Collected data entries
- - - - -

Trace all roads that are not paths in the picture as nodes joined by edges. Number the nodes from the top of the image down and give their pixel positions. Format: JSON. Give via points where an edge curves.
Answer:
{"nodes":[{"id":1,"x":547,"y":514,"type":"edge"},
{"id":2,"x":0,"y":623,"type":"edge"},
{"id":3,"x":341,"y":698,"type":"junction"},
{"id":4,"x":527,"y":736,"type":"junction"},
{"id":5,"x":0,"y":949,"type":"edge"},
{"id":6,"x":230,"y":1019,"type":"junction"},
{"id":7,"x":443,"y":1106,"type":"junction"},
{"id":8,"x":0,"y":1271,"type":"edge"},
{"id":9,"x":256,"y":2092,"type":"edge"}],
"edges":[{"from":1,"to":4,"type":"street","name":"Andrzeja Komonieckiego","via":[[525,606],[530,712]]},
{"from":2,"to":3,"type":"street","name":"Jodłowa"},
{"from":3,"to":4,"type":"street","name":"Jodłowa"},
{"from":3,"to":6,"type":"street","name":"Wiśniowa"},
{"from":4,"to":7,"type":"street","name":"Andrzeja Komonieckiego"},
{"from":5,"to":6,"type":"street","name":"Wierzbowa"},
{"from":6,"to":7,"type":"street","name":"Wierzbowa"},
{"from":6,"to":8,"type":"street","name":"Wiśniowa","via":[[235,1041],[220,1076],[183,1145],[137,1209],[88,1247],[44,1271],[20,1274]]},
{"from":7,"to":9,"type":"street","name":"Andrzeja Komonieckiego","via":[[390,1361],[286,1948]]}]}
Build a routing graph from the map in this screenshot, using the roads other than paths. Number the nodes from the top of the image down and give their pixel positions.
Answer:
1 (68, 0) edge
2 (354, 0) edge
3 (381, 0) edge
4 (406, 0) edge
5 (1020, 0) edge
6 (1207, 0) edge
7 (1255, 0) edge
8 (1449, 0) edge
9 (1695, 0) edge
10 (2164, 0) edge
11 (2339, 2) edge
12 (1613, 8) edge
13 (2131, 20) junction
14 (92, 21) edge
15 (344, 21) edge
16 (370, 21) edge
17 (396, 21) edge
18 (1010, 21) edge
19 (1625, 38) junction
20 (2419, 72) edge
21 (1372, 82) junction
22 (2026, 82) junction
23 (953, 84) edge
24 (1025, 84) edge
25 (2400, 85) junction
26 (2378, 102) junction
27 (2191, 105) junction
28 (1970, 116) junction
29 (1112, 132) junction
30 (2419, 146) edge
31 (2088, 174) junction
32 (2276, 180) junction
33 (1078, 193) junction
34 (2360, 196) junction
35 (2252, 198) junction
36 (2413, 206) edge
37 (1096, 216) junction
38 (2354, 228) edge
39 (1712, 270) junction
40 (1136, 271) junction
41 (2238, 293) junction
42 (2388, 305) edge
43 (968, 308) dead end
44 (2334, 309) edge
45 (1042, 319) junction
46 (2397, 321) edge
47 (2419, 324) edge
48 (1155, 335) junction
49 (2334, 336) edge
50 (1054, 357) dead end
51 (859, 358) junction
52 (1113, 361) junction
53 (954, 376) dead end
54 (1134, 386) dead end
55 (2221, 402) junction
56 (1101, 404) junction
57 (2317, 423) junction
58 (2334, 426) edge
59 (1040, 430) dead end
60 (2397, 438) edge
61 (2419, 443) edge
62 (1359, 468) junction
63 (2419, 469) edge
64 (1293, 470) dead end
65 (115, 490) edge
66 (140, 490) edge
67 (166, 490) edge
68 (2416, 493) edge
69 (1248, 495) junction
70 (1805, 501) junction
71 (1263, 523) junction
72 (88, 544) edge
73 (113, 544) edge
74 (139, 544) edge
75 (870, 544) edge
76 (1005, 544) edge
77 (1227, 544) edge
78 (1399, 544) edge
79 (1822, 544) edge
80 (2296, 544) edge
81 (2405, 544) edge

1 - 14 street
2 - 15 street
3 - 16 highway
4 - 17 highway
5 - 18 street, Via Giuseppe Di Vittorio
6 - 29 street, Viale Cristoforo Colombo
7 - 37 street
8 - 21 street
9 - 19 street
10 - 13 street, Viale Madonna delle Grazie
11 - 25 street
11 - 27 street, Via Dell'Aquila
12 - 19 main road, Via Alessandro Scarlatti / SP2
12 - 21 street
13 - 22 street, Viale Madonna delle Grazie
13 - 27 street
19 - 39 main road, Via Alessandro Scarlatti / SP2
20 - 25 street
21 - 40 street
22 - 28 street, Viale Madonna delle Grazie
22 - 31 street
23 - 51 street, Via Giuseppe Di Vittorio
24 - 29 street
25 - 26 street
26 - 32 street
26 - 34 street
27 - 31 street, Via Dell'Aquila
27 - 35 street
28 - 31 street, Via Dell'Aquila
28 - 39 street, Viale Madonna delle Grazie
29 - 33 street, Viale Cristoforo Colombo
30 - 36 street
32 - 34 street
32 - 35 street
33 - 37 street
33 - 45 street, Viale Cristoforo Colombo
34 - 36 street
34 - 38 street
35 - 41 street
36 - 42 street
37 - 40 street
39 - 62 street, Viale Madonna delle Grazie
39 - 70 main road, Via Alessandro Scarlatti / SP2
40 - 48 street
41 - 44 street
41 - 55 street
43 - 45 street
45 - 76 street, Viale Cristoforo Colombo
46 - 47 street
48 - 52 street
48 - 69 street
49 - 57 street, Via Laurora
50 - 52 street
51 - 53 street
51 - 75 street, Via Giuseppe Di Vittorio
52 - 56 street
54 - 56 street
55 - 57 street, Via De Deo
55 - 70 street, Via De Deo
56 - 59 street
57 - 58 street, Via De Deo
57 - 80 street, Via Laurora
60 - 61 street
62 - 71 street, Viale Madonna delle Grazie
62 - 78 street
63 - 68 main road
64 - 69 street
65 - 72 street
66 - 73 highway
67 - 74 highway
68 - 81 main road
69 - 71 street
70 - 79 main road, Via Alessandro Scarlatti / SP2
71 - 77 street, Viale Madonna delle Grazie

- - - - -

WHAT THE EXERCISE ASKS: I'd like an exact copy of the lines above, from the very first one through the line that contains "Build a routing", with nothing else added.

OUTPUT OF THE TASK:
Trace all roads that are not paths in the picture as nodes joined by edges. Number the nodes from the top of the image down and give their pixel positions. Format: JSON. Give via points where an edge curves.
Answer:
{"nodes":[{"id":1,"x":547,"y":514,"type":"edge"},
{"id":2,"x":0,"y":623,"type":"edge"},
{"id":3,"x":341,"y":698,"type":"junction"},
{"id":4,"x":527,"y":736,"type":"junction"},
{"id":5,"x":0,"y":949,"type":"edge"},
{"id":6,"x":230,"y":1019,"type":"junction"},
{"id":7,"x":443,"y":1106,"type":"junction"},
{"id":8,"x":0,"y":1271,"type":"edge"},
{"id":9,"x":256,"y":2092,"type":"edge"}],
"edges":[{"from":1,"to":4,"type":"street","name":"Andrzeja Komonieckiego","via":[[525,606],[530,712]]},
{"from":2,"to":3,"type":"street","name":"Jodłowa"},
{"from":3,"to":4,"type":"street","name":"Jodłowa"},
{"from":3,"to":6,"type":"street","name":"Wiśniowa"},
{"from":4,"to":7,"type":"street","name":"Andrzeja Komonieckiego"},
{"from":5,"to":6,"type":"street","name":"Wierzbowa"},
{"from":6,"to":7,"type":"street","name":"Wierzbowa"},
{"from":6,"to":8,"type":"street","name":"Wiśniowa","via":[[235,1041],[220,1076],[183,1145],[137,1209],[88,1247],[44,1271],[20,1274]]},
{"from":7,"to":9,"type":"street","name":"Andrzeja Komonieckiego","via":[[390,1361],[286,1948]]}]}
Build a routing graph from the map in this screenshot, using the roads other than paths. Number the nodes from the top of the image down and give their pixel positions.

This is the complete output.